I could smell their dinners and hear their sobs. I was as bewildered, as lost, as uncertain as they were. After all, Annie dies on the first page. Where is this book possibly going to go that won't rip my heart out and leave it on the sidewalk to fry?
The reason Anna Quindlan won a Pulitzer is that she is able to find that space between the unbearable and the alarm clock. Her gift is presenting the life that must go on, the quotidian details like laundry and hamster food, side by side with the inescapable reality.
She's covered every possible relationship. Immediate family, in-laws' families, replacement people for estranged families all bump up against one another as life goes on. Nothing very unusual happens yet everyone is different at the end, but only around the edges.
I feel like I've known them my entire life.
I've really been on a roll; the library has been fulfilling all my wishes. Yesterday, I read S. A. Cosby's All the Sinners Bleed. It's a police procedural and a family drama and a meditation on race and power. It's beautifully written.
I think I've read it before. Pieces of the story felt familiar, but only like an old friend reminding me of a story and telling it again, filling in the parts that are really important. I remembered who dunnit, but that was much less important than what was happening around the edges of the investigation.
Cosby gives you enough room to make up your own mind about his characters. There are surprises and there are sorrows in a place that feels familiar and extremely strange at the same time. It feels that way to the residents, too, which makes it just that much more relatable and believable.
Which is weird to say because there is nothing about their lives which looks anything like mine.
An older and wiser James Lee Burke's latest collection of stories, Harbor Lights, has left me breathless. The stories still have the wit of the young Dave Robicheaux, who was an old man even then, but it's tinged with wisdom and the knowledge that there's more behind him than in front of him.

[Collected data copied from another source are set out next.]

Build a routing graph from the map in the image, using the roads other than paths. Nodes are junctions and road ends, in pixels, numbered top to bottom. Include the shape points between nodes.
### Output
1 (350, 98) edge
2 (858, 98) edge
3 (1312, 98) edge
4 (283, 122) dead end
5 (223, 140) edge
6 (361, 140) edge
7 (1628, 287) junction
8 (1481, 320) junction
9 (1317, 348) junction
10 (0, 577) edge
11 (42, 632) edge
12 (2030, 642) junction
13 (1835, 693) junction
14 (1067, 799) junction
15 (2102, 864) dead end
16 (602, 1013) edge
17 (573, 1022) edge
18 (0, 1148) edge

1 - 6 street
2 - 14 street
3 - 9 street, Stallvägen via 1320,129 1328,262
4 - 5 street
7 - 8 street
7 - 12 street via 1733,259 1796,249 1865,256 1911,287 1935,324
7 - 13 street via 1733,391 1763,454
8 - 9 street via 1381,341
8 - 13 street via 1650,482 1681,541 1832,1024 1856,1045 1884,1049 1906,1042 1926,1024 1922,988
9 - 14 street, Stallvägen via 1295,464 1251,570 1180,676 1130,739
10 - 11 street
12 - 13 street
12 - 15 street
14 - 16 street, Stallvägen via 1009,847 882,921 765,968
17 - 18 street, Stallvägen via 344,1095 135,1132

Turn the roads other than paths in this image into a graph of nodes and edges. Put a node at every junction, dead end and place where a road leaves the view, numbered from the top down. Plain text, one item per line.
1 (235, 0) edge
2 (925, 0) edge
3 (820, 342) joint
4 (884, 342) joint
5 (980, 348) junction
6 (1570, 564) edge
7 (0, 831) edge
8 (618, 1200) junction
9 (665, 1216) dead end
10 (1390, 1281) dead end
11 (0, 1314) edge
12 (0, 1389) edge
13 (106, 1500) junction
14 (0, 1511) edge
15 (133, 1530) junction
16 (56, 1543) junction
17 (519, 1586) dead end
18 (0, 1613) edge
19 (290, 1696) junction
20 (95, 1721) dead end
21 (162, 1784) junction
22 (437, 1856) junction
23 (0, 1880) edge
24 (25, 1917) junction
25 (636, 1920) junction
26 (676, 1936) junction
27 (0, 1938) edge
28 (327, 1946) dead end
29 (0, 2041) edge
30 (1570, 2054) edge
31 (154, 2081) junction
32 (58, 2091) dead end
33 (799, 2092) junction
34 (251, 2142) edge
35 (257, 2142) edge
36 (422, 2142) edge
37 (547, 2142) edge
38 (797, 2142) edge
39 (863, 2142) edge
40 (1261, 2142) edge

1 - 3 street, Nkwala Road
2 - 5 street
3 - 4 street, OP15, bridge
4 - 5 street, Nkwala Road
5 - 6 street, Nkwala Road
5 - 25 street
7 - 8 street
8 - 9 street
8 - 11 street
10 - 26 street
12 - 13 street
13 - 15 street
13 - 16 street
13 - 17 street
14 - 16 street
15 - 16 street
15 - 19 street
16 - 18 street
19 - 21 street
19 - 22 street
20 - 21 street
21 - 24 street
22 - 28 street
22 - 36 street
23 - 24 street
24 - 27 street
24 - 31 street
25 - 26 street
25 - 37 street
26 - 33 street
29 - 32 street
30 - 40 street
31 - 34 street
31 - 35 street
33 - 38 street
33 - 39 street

It was hard to read more than one at a time. There was a lot to digest, much of it melancholy. I tried to remember to read it when the sun was shining.
That's not to say that it should be avoided. On the contrary, every bit of it was wonderful. The landscape is still as much of a character as the humans. He reveals truths and then lets them sit with the characters, so they can sit with you. It is not to be taken lightly.